Idaho’s current senior U.S. senator, Mike Crapo, said he interned with Hansen as a college student in the 1970s. “It helped spur my interest in the political process and public service,” Crapo said Friday.
“He was a strong leader and represented Idaho well during his tenure in the U.S. House of Representatives, whether it was helping shape the growth of what became the Idaho National Laboratory, or preserving our heritage and work on our public lands,” Crapo said. “His legacy will be fondly remembered here in Idaho.”
Current 2nd District GOP Congressman Mike Simpson said he was saddened to hear of Hansen’s passing. “He saw the potential that existed in our state for world class nuclear energy research and because of that vision, Idaho National Laboratory is a respected leader in energy research,” Simpson said. “We are greatly indebted to Congressman Hansen for his service to Idaho and our nation.”
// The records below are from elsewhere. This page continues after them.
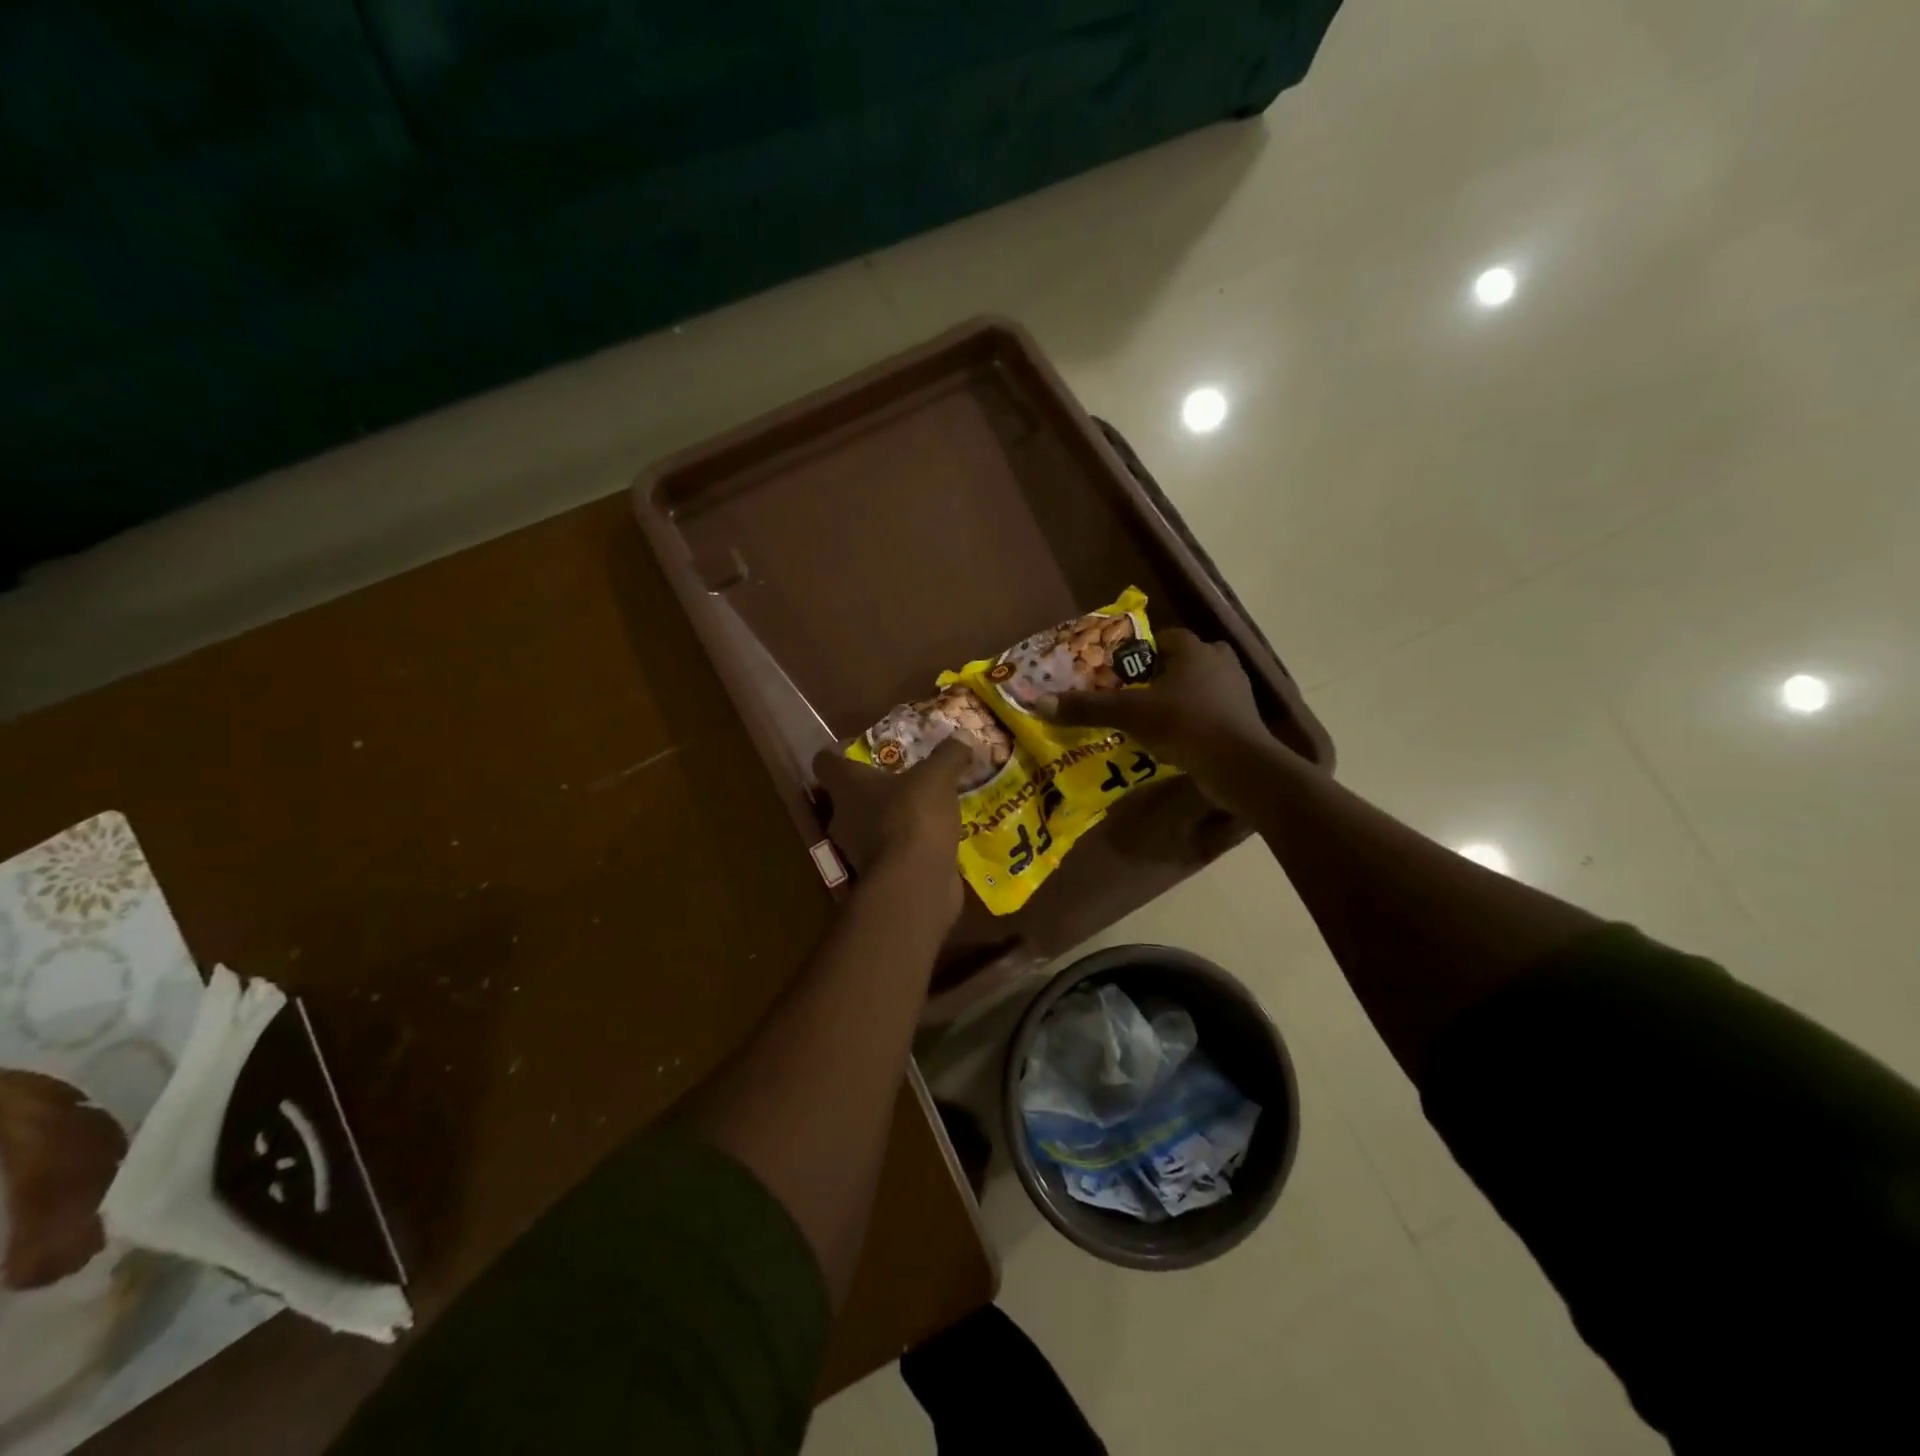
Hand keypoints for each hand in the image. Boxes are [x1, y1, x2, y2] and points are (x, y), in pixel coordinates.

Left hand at [811, 737, 969, 923]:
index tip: (865, 745)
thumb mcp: (937, 777)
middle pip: (849, 794)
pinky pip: (892, 851)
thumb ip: (948, 755)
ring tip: (927, 805)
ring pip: (871, 824)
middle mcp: (843, 817)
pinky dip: (908, 844)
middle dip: (875, 785)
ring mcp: (859, 850)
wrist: (914, 885)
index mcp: (846, 786)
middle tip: (906, 775)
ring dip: (893, 816)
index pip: (825, 761)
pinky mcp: (880, 874)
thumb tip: (962, 736)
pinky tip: (935, 836)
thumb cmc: (913, 818)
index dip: (840, 750)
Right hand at [1040, 628, 1291, 813]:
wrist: (1240, 767)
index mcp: (1195, 649)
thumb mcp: (1131, 714)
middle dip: (1157, 676)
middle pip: (1180, 661)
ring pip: (1197, 687)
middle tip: (1130, 695)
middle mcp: (1219, 662)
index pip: (1163, 638)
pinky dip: (1190, 721)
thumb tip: (1038, 702)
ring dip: (1175, 699)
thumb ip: (1088, 707)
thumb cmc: (1185, 725)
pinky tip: (1171, 739)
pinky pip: (1208, 712)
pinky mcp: (1241, 721)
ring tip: (1146, 719)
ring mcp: (1235, 692)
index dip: (1138, 652)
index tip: (1117, 672)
Hansen, a native of Firth, earned a bachelor’s degree in speech from the University of Idaho in 1950 and a law degree from George Washington University in 1954. After studying at the London School of Economics, he entered private law practice in Idaho Falls and was elected to the Idaho state House in 1956. There, he served four terms and was House Majority Leader in 1961. He championed moving from biennial to annual legislative sessions, helped form the Idaho State Parks Department, and worked to dramatically improve funding for education. Hansen moved from the House to the Senate for one term, before being elected to Idaho’s 2nd District congressional seat.
After his three terms in Congress, Hansen practiced law in Washington, D.C. and earned a doctorate in political science from George Washington University. He was the founder and president of the Columbia Institute for Political Research, which organized 250 policy and economic conferences in all 50 states over 25 years, and, with the late Bethine Church and Cecil Andrus, helped found the Sawtooth Society.
Hansen also was a marathoner and a mountain climber, who climbed mountains in Nepal, Mexico and Ecuador. He and his wife, June, a professional actress, had seven children. Last year, he published his memoir, “Climb the Mountains.”
He died Thursday evening at his Boise home, surrounded by his family. Funeral arrangements have not yet been announced.